Evidence from the Thai Footwear and Apparel Industries

Control of Transnational Corporations over Manufacturers

Many producers, like Bangkok Rubber Group, are under the impression that they will pay major fines - in the order of $US 5000 - for continued violation of codes of conduct. In fact, the transnational companies do not impose any such punishment. Rather, these companies use the threat of moving their production to lower labor-cost countries, which producers generally take to mean China or Vietnam, to obtain producer compliance. Further, the producers are required to purchase materials, including the shoe boxes, imported from specified companies, even if these materials are available within the country at a lower cost.

Bangkok Rubber Group management is particularly outspoken and critical about unfair relations with the transnational footwear corporations. They believe that the transnational corporations do not take adequate responsibilty for maintaining consistent orders and for matching the requested production capacities of the manufacturer.
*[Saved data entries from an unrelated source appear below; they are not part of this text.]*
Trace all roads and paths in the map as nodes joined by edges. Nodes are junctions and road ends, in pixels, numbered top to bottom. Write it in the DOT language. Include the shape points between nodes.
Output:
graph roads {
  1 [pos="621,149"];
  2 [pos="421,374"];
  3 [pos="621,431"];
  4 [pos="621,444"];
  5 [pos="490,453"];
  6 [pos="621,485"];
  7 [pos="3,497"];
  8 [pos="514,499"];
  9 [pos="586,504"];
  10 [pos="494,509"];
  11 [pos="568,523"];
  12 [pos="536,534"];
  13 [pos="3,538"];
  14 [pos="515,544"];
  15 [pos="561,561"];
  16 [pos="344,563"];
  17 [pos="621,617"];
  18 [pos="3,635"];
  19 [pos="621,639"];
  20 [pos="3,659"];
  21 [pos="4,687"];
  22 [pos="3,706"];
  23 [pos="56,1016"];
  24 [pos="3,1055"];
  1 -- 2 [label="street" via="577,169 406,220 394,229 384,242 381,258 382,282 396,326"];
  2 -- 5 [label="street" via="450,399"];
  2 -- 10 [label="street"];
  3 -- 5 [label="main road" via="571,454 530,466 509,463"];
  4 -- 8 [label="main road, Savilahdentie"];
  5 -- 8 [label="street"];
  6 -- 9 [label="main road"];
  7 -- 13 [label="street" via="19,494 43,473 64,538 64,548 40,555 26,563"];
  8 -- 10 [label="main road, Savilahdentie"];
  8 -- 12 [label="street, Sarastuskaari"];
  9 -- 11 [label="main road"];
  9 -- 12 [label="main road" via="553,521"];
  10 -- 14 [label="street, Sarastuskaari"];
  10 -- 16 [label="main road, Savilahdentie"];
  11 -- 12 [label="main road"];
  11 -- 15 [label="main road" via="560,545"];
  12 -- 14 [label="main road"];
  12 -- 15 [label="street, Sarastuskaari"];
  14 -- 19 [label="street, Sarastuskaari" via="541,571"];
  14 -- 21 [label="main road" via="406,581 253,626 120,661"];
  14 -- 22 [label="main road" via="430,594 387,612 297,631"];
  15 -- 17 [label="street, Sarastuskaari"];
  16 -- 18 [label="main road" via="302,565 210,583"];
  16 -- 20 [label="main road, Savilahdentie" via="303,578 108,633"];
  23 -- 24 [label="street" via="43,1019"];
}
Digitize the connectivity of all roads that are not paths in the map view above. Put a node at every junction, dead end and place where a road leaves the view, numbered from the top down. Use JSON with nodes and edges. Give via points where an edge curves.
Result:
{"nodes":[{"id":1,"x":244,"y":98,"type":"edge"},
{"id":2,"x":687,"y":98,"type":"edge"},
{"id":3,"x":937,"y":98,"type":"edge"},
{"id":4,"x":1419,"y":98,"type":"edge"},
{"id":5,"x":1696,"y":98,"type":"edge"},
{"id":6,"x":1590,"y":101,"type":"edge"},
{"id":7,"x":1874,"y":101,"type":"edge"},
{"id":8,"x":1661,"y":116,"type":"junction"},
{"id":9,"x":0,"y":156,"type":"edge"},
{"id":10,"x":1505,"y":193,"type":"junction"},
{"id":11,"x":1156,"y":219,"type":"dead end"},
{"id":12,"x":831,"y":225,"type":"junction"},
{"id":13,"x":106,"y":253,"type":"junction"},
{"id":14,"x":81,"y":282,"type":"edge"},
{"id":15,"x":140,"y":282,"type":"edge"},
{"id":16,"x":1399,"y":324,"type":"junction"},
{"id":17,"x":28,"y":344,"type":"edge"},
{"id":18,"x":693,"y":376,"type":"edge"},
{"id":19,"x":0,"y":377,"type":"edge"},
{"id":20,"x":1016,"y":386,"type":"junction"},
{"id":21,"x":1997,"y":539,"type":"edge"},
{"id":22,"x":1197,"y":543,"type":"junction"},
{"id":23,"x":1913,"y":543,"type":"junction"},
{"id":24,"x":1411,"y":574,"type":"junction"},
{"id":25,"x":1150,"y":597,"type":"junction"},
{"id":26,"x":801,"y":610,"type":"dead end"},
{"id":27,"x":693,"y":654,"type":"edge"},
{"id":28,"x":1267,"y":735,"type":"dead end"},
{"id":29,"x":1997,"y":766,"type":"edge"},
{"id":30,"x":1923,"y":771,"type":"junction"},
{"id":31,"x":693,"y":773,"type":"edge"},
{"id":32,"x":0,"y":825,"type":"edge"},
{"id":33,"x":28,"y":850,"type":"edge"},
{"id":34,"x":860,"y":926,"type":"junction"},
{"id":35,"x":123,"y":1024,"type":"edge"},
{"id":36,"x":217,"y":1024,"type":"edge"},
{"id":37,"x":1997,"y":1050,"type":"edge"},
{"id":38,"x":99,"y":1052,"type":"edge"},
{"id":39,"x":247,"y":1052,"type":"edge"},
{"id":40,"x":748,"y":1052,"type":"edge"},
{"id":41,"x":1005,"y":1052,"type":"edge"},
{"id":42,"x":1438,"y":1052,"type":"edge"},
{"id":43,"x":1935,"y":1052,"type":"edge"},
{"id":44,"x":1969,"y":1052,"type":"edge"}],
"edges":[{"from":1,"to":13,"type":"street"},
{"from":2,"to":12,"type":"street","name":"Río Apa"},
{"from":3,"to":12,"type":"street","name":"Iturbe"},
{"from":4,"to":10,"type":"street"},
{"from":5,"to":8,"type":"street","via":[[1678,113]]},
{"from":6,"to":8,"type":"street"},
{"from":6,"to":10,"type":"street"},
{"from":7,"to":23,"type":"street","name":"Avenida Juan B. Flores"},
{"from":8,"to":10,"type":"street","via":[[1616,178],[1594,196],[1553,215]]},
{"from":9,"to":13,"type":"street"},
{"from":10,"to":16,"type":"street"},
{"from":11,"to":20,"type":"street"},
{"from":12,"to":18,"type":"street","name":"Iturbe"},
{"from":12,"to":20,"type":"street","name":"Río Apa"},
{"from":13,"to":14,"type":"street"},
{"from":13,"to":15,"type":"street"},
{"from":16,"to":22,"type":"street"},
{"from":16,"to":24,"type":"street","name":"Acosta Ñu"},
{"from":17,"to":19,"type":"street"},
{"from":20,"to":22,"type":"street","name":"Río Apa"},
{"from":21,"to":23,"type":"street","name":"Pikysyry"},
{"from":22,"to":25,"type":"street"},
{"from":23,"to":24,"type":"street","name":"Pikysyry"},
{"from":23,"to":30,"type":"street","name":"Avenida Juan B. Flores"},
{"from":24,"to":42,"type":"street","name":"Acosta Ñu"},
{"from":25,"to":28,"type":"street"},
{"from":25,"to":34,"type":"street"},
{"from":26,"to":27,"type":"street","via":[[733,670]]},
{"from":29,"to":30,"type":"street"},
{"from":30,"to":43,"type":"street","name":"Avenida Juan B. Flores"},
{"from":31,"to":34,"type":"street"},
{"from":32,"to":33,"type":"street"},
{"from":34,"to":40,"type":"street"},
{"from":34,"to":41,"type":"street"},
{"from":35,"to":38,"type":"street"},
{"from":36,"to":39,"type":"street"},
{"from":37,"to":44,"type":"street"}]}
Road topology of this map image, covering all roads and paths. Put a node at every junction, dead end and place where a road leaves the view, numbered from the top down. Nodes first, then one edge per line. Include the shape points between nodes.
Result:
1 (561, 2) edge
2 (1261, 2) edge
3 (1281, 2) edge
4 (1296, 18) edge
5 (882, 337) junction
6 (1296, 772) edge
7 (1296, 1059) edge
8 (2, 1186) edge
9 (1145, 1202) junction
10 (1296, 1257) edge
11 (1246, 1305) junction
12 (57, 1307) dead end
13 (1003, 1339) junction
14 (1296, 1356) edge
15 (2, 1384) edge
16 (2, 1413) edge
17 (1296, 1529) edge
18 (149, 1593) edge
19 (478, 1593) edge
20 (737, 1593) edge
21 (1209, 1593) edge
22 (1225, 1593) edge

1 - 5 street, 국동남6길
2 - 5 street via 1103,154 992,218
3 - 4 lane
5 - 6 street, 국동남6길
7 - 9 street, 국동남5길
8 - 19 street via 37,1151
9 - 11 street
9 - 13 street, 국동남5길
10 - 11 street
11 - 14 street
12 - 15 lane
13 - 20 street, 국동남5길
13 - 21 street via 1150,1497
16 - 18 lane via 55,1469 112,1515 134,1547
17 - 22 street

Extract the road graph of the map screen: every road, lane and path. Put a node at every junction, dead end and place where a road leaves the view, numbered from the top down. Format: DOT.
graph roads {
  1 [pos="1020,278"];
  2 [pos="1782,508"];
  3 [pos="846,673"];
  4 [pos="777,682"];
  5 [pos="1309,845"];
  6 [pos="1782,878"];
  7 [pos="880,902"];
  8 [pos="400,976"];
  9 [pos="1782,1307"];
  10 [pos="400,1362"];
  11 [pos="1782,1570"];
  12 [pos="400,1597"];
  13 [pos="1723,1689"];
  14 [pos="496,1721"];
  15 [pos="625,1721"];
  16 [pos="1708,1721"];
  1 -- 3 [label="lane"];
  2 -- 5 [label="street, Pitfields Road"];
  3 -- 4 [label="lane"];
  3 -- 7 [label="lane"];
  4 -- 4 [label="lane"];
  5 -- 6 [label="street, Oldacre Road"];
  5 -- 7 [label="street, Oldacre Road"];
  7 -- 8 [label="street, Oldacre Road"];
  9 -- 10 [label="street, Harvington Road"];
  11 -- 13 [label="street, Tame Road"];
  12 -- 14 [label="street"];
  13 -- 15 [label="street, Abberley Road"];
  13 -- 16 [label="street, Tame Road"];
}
Particularly in the low season, when orders can drop by 60%, manufacturers must maintain an idle staff. However, during the peak season, although the production limit of the manufacturer has been agreed, many of the transnational corporations' orders are larger than the capacity of the producers. Thus, workers must do overtime, in some cases more than 80 working hours per week, to fill the order.

In December 1997, workers at the Sena manufacture plant, a part of the Bangkok Rubber Group, called a strike for two days because they did not want to work overtime anymore. They had been forced to work overtime in excess of reasonable working hours for several months. This is because Bangkok Rubber Sena 1 is the only manufacturer which produces vulcanize rubber soles for Reebok, Nike, Adidas, Timberland, and its own brand name Pan. [1] Because of this, they are always receiving orders from customers that exceed the factory's capacity. Management from both Reebok and the manufacturers has been heard to say "we are a business and a business has to make a profit." For the manufacturers and the transnational corporations, business always comes before human rights.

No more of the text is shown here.